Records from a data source
——
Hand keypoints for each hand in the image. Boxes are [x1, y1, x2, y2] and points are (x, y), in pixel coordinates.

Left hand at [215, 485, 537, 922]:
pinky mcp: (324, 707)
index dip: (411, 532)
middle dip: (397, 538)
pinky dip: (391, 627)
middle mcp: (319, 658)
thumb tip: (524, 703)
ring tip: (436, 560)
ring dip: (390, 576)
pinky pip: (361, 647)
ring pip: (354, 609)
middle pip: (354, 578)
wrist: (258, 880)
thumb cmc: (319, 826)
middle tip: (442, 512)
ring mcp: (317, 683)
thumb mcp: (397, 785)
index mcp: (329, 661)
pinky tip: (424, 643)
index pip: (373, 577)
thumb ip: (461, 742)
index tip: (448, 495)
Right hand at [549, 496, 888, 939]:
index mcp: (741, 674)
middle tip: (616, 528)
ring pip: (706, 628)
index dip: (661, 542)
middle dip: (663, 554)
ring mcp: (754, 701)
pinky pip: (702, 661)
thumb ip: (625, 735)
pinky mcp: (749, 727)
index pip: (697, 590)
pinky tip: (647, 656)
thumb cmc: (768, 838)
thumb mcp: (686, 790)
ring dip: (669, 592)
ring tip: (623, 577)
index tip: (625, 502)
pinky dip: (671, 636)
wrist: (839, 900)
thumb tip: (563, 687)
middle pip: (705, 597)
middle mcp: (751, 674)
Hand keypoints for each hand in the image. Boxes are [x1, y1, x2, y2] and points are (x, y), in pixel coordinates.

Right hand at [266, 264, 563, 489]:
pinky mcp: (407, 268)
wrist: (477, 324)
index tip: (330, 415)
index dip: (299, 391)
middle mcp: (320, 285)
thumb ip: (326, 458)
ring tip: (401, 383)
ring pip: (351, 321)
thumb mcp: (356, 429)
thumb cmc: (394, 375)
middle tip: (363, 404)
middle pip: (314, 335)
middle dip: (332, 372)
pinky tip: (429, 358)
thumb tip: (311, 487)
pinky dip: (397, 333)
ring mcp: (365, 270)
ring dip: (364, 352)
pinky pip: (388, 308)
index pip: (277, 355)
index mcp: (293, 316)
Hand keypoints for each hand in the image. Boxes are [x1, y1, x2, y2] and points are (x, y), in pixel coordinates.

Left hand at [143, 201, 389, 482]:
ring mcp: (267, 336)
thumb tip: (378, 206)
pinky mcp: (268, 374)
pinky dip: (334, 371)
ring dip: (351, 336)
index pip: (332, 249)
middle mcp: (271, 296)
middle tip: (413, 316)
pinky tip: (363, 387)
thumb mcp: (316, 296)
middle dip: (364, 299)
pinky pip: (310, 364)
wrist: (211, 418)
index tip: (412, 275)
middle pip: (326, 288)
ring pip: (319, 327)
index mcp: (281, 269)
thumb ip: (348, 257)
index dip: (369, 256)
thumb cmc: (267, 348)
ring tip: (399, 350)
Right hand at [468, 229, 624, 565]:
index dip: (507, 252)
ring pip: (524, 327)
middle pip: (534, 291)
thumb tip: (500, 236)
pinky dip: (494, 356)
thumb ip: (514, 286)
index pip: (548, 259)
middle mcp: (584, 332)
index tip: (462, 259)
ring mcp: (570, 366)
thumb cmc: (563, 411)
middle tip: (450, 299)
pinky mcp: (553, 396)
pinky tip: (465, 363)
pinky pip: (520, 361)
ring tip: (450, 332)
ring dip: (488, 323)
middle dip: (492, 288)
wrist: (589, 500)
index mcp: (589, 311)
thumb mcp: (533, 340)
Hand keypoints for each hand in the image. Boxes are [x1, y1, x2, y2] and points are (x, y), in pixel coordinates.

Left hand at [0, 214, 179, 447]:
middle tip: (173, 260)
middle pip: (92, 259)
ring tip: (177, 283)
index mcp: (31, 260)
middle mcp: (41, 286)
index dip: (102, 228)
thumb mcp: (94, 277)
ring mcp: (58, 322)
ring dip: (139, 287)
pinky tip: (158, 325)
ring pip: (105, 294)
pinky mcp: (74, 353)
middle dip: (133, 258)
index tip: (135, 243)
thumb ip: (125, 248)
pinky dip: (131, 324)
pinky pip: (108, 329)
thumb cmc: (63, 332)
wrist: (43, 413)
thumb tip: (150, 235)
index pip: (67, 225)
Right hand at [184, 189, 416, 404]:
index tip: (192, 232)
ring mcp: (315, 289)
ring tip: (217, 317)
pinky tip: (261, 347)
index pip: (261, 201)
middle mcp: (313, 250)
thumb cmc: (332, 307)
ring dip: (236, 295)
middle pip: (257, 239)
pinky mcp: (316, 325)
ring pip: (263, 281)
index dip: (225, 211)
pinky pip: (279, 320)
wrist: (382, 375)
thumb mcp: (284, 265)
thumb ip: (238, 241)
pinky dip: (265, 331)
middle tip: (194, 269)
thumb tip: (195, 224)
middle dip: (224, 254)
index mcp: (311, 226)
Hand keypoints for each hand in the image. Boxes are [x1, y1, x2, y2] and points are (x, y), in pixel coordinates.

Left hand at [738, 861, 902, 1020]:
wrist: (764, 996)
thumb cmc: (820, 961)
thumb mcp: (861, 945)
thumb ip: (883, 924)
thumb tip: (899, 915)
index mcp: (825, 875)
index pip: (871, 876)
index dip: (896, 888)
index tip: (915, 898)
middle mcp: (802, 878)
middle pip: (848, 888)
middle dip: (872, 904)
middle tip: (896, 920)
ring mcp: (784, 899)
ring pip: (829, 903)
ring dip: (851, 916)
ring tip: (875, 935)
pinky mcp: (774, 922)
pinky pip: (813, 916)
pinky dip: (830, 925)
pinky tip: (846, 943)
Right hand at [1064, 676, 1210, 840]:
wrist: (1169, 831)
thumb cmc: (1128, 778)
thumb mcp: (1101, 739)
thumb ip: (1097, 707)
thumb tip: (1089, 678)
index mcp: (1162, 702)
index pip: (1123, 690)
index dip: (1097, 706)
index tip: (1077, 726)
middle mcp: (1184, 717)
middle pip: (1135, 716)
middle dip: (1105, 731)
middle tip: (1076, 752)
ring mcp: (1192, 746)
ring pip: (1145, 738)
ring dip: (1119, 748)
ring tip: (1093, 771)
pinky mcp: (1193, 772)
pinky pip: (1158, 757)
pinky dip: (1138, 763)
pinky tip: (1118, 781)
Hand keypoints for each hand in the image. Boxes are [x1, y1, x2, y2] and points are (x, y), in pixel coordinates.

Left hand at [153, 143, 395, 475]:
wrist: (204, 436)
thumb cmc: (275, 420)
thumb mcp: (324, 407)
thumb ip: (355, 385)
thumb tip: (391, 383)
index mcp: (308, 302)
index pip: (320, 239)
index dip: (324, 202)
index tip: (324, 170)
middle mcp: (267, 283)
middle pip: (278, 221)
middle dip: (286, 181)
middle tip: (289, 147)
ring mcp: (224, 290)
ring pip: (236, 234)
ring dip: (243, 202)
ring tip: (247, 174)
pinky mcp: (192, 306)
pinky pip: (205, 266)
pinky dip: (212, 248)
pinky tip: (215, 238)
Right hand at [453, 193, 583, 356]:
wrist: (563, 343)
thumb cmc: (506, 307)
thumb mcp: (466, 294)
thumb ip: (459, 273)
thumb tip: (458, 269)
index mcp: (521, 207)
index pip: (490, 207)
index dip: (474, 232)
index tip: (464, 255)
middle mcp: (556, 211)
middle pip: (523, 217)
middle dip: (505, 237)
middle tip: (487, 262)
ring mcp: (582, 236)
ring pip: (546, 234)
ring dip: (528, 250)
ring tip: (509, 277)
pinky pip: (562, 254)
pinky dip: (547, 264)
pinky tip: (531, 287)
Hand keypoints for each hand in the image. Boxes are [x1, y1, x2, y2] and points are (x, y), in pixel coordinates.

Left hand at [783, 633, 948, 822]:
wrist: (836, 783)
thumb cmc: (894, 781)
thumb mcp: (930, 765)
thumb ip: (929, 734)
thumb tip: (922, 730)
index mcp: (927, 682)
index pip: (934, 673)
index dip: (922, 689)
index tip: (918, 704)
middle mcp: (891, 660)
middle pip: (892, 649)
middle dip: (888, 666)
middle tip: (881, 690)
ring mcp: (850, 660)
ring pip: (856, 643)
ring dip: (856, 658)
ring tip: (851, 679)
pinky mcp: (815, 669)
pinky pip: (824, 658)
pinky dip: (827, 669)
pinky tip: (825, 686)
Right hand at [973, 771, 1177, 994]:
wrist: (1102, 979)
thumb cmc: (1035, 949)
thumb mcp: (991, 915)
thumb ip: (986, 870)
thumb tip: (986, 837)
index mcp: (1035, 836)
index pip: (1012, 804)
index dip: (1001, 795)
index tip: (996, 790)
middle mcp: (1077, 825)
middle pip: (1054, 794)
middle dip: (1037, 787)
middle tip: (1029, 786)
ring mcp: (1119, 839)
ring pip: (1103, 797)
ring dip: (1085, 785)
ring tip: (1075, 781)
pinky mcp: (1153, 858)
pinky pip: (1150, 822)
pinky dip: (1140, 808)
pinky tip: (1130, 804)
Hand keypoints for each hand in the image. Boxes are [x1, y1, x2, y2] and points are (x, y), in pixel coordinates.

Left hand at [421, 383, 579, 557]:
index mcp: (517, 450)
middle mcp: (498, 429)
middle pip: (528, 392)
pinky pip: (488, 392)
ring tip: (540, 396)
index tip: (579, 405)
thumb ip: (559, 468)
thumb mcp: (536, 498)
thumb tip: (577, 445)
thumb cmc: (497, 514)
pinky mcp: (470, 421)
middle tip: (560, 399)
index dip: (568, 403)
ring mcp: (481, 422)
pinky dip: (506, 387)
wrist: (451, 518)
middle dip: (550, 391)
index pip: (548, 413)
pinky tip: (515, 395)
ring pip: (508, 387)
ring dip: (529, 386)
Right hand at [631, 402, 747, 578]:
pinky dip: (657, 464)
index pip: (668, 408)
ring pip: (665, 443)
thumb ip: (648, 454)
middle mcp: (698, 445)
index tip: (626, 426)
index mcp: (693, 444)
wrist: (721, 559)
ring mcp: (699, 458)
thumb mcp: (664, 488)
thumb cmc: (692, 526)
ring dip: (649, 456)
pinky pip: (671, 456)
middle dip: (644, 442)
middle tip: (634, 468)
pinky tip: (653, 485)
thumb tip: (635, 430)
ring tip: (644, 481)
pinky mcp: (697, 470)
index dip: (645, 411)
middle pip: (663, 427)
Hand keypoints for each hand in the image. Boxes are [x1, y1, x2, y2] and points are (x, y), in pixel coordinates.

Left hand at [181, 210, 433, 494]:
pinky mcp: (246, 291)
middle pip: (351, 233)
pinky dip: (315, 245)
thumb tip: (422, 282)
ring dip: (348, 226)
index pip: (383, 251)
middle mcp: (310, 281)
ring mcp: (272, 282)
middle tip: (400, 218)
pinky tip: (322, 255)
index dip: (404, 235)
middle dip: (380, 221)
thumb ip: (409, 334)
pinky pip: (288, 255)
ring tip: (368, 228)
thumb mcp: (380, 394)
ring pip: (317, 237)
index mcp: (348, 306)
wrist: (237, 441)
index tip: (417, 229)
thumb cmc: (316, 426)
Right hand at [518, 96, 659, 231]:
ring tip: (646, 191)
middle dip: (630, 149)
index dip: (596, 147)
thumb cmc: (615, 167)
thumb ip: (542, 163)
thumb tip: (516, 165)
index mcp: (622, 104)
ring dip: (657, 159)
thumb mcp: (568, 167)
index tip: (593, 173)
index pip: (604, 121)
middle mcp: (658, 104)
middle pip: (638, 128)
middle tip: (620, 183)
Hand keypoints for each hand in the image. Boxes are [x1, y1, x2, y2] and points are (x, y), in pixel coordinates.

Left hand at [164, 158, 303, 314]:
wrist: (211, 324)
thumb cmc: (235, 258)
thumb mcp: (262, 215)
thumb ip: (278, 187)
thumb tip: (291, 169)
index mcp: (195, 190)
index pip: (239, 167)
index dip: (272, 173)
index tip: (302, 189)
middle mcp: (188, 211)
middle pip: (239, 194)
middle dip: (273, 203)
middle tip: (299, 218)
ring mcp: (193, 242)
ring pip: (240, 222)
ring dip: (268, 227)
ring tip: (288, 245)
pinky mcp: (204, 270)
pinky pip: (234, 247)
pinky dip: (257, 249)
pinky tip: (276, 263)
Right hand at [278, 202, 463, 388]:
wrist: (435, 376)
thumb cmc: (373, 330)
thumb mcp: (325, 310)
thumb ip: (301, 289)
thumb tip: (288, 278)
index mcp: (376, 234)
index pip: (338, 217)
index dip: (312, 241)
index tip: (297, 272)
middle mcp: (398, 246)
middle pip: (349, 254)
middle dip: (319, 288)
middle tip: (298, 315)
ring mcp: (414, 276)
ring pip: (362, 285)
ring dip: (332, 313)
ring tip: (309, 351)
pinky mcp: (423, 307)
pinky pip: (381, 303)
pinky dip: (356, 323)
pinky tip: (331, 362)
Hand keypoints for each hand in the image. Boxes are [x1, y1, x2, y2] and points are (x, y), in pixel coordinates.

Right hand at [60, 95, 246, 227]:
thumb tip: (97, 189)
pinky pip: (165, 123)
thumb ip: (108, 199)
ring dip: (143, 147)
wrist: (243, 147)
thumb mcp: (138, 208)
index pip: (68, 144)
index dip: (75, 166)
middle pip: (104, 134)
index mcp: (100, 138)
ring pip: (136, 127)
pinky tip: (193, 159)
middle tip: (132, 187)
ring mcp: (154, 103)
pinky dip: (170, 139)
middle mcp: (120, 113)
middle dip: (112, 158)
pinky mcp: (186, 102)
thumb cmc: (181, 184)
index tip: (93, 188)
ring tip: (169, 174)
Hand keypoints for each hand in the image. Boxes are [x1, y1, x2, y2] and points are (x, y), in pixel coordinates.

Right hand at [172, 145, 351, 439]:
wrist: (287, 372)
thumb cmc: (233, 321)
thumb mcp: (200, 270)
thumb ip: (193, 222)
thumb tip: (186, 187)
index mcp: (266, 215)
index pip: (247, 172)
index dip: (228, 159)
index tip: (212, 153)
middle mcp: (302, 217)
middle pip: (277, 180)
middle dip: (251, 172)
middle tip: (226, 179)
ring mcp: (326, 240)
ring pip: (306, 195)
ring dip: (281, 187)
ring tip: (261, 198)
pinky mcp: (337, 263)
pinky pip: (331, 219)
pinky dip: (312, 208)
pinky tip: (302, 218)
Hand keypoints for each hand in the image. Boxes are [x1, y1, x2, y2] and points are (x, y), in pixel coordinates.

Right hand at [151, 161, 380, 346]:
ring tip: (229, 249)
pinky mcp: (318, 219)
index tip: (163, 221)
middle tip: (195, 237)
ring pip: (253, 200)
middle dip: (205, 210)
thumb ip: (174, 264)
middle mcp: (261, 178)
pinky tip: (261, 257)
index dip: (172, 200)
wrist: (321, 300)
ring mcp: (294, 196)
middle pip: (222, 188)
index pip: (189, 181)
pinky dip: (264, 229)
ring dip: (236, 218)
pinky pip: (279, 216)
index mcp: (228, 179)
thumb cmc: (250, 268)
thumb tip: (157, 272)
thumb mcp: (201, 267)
——
# [Requirement]
I'd like the lines above from the one with "middle mcp: (398, 246)" up to and including the one with "ring pip: (136, 127)" copied exactly, with no other lines.

# [Task response]
middle mcp: (398, 246)
middle pip: (349, 254)
middle dip: (319, 288)
middle tip: (298, 315)
ring mcp: (414, 276)
ring pip: (362, 285)
ring dip: (332, 313)
ring tip: (309, 351)
pinky mcp: (423, 307)
pinky pip: (381, 303)
pinky dip: (356, 323)
pinky tip: (331, 362)
Hand keypoints for each hand in the image. Boxes are [x1, y1, x2, y2] and points are (x, y), in pixel coordinates.

Right hand at [60, 95, 246, 227]:
thumb tip: (97, 189)
pinky pip: (165, 123)
thumb ip: (108, 199)
ring dip: (143, 147)
wrist: (243, 147)
thumb mcp: (138, 208)
index pip: (68, 144)
index dip: (75, 166)
middle pip: (104, 134)
index mcp: (100, 138)
ring pip: (136, 127)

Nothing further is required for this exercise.